As a mysterious virus spread through Wuhan last month, the World Health Organization had a message: China has got this.
And as the coronavirus swept across the Chinese heartland and jumped to other nations, WHO's director general, Tedros Adhanom Ghebreyesus, applauded the "transparency" of the Chinese response.
Even as evidence mounted that Chinese officials had silenced whistleblowers and undercounted cases, Tedros took a moment to extol the leadership of Chinese President Xi Jinping.
Now — more than a month into an escalating global health crisis — there are questions about whether the WHO's praise in the early weeks created a false sense of security that potentially spurred the virus' spread.
"We were deceived," said Lawrence Gostin, a professor of global health law at Georgetown University who also provides technical assistance to WHO.
"Myself and other public health experts, based on what the World Health Organization and China were saying, reassured the public that this was not serious, that we could bring this under control," he said.
Experts familiar with the workings of WHO, including current and former advisers, stressed that careful diplomacy and public praise can keep countries in crisis from shutting out the world.
The agency learned valuable lessons from the 2002 outbreak of severe acute respiratory syndrome (SARS), which China initially tried to cover up.
But some fear that WHO's embrace of China's numbers and assessments in the early stages of this outbreak, as well as its ongoing praise for the country's response, are testing the agency's global credibility right when it needs it most.
"I'm concerned about whether they can actually assume leadership effectively in terms of the international response," said Yanzhong Huang, a senior fellow for global health at the Council on Foreign Relations.
"People trust the organization to be the guardian of global health because it is politically neutral and has expertise."
In late December, rumors of a mysterious virus started circulating on Chinese social media. China notified WHO on Dec. 31 that there was a pneumonia of unknown cause in Wuhan. Based on Chinese data, WHO issued a Jan. 5 statement saying there were 44 cases and no evidence of person-to-person transmission.
But a Washington Post reconstruction of events showed that by Jan. 5, some Wuhan authorities knew that doctors were discussing the spread of a SARS-like virus. For this, they were detained and denounced.
It also found that local officials undercounted cases.
In late January, China moved from denial to drastic action.

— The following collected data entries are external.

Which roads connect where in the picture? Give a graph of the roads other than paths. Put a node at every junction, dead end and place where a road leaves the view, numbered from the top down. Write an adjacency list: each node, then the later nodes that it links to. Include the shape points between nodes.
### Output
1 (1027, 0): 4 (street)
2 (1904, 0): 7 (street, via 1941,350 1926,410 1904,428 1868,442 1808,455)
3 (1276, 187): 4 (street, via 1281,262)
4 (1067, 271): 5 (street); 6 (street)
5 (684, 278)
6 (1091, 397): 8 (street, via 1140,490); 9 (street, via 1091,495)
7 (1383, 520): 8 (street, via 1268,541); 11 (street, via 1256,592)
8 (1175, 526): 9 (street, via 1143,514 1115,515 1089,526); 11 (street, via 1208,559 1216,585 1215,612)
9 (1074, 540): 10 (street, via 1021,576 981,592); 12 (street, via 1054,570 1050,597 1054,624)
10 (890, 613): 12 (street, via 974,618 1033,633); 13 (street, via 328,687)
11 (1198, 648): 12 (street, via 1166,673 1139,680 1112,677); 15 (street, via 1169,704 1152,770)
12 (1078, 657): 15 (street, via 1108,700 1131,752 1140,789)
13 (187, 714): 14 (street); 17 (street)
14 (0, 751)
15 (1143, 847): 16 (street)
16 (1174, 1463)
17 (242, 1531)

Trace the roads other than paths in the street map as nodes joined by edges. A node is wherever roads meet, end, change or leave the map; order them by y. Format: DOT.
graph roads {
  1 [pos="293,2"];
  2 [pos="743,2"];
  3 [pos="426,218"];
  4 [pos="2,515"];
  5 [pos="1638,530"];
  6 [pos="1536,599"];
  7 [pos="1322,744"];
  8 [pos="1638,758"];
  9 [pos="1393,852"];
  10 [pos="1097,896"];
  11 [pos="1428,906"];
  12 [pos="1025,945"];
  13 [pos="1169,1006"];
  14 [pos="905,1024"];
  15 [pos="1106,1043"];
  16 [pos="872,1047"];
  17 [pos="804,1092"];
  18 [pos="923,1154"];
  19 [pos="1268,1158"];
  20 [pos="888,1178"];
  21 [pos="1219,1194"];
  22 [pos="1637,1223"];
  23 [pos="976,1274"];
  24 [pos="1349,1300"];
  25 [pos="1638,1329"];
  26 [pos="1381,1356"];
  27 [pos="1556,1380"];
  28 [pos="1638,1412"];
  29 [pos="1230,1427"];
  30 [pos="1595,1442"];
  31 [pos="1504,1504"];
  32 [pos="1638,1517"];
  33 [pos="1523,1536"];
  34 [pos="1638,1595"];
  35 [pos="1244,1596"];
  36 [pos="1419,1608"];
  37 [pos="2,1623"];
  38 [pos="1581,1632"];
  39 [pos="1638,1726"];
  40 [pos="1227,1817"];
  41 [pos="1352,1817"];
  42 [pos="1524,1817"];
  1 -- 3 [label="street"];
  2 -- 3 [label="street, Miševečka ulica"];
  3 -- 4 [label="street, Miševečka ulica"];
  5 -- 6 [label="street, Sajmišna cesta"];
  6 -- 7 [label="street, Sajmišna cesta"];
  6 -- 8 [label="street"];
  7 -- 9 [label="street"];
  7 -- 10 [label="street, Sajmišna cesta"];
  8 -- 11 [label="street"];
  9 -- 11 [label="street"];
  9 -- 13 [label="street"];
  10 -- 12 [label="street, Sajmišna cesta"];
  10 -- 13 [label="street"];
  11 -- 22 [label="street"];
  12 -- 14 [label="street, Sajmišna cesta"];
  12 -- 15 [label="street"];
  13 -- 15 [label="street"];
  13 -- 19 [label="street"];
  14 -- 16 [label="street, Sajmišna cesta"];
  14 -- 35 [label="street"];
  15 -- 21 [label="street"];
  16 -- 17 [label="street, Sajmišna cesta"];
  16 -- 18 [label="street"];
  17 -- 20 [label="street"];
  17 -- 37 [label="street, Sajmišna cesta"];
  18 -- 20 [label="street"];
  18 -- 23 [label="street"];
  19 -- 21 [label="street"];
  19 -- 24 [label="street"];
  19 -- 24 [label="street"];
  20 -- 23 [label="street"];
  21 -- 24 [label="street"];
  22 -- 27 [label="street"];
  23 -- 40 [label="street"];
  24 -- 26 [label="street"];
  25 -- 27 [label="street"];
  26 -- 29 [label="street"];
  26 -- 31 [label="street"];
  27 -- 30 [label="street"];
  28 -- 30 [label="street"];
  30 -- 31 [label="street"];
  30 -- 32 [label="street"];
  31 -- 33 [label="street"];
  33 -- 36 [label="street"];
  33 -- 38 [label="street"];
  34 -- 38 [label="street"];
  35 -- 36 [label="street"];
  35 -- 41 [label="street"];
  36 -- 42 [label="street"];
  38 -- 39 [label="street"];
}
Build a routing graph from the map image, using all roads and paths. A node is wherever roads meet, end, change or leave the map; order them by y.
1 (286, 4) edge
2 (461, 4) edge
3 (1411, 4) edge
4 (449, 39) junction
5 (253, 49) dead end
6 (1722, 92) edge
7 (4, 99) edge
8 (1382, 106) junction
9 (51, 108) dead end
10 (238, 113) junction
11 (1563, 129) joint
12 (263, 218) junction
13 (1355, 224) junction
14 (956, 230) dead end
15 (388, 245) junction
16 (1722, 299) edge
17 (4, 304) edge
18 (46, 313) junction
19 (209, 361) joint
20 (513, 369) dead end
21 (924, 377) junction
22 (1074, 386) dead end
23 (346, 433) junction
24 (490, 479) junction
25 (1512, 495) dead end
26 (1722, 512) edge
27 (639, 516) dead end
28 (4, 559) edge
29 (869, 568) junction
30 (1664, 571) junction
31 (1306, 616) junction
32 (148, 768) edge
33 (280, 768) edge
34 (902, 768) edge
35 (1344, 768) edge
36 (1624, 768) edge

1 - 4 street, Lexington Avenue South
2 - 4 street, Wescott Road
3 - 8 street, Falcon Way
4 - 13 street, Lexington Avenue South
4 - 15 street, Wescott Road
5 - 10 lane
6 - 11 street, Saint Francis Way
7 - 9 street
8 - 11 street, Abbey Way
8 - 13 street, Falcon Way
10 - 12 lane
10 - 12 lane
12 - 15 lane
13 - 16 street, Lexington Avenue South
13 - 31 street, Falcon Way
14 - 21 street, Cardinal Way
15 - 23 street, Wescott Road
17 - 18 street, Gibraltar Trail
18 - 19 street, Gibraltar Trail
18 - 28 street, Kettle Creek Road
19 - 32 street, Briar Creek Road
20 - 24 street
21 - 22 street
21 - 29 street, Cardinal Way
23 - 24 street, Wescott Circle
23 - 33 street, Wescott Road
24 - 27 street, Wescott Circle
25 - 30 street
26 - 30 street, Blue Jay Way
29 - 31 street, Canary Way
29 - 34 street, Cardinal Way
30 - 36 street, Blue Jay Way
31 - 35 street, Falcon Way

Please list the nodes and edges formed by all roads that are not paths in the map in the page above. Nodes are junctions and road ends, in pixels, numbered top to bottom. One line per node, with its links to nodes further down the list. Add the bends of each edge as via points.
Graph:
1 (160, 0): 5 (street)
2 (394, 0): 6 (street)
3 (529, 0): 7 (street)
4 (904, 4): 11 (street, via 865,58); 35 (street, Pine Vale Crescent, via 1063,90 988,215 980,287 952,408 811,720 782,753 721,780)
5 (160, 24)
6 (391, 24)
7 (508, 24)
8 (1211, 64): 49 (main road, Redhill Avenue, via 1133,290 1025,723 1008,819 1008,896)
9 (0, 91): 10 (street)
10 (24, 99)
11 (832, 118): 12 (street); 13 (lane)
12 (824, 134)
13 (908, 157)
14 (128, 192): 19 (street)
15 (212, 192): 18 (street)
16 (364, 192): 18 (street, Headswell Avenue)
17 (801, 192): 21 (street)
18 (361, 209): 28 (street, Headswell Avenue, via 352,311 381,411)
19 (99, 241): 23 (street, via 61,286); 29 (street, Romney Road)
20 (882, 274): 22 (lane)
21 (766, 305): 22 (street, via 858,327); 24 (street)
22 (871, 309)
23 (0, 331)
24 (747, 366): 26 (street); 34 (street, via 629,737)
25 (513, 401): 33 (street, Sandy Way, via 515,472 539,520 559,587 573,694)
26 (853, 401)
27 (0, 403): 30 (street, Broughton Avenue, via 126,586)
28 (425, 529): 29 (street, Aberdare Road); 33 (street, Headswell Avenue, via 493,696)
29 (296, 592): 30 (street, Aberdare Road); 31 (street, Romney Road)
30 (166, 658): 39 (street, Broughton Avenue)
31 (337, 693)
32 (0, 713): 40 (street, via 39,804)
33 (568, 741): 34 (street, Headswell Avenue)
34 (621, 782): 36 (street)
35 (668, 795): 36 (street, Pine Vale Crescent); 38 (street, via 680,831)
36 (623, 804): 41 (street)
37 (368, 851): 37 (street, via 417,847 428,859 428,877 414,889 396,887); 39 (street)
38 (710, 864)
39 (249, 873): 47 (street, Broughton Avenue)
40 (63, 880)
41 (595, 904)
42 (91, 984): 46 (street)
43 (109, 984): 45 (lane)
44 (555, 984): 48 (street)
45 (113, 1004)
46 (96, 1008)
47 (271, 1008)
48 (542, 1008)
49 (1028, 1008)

On Jan. 20, with 400 million people about to travel for the Lunar New Year holiday, officials confirmed what many had long suspected: The virus could spread person to person.
Authorities started to seal off Wuhan, a city of 11 million, canceling some flights, trains and suspending public transportation.
In Geneva, an emergency panel convened to discuss the situation and decide whether to declare a public health emergency of international concern, or PHEIC, which signals "serious, unusual or unexpected" health crisis "that poses a public health risk to other countries through international spread."
On Jan. 22, Tedros applauded China's efforts. "What they are doing is a very, very strong measure and with full commitment," he said.
The comment surprised public health experts because travel bans can create panic and make things harder for first responders.
On Jan. 23, China announced it was expanding the quarantine to other cities — and millions more people.
Later the same day, in Geneva, WHO decided against declaring a PHEIC.
Asked about China's quarantine, Tedros demurred.
"At end of the day, a sovereign country has the autonomy to do what it thinks is right," he said, adding that he hoped it would be short.
On Jan. 30, WHO declared a PHEIC, finally acknowledging the risk the Wuhan outbreak posed to other countries. "The Chinese government is to be congratulated for the extraordinary measures it has taken to contain the outbreak," Tedros said.
Some experts have defended the comments.
"WHO has really tricky balancing act," said Devi Sridhar, a professor of global public health at the University of Edinburgh. "If that means praising China publicly, that's what he has to do."
Others worried that it could shake faith in the U.N. body.
Praising China's leaders "is not a bad idea, but do you want to do it in a professional and credible way," said the Council on Foreign Relations' Huang.
At a new conference on Thursday, Tedros was asked, again, about China.
He defended China's handling of the epidemic, saying, "It is very difficult, given the facts, to say that China was hiding."